→ **ASSIGNED TASK**
Check every line of the entries that follow, and copy the ones containing "dead".

== Segment start ==

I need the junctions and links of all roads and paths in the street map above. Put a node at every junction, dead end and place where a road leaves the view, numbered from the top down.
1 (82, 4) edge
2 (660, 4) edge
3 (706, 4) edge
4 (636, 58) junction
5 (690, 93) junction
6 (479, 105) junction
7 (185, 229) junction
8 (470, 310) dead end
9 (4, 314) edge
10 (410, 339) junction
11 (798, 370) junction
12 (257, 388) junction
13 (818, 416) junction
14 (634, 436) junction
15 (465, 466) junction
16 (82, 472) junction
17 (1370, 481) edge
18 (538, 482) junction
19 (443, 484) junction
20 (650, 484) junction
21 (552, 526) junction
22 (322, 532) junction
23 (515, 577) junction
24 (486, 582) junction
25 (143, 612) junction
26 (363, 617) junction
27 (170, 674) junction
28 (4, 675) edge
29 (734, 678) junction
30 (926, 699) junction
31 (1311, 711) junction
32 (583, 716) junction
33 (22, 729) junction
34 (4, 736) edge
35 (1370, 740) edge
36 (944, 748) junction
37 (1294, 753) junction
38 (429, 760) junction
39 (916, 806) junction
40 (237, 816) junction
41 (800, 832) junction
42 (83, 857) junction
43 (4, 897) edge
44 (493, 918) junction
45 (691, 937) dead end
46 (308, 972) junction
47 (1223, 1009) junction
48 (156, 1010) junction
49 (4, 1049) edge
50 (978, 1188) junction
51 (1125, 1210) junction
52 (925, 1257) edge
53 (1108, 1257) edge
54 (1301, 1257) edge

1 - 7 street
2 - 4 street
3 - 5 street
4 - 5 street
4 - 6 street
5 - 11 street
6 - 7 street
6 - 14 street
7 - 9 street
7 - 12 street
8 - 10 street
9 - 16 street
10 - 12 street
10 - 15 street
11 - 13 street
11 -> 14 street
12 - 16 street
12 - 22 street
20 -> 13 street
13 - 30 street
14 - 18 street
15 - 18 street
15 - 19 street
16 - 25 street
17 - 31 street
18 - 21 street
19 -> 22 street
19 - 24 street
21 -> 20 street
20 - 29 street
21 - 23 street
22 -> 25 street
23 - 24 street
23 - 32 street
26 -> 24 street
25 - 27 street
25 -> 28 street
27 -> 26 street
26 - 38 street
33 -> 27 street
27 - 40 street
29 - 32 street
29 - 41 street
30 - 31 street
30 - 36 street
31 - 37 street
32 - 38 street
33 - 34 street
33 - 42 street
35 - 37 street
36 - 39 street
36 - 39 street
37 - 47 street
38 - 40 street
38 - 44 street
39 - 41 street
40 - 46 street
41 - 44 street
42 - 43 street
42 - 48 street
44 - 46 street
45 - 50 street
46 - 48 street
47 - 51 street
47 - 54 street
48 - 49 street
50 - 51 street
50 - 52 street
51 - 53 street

== Segment end ==

→ **ANSWER FOR THIS EXERCISE**
I need the junctions and links of all roads and paths in the street map above. Put a node at every junction, dead end and place where a road leaves the view, numbered from the top down.
8 (470, 310) dead end
45 (691, 937) dead end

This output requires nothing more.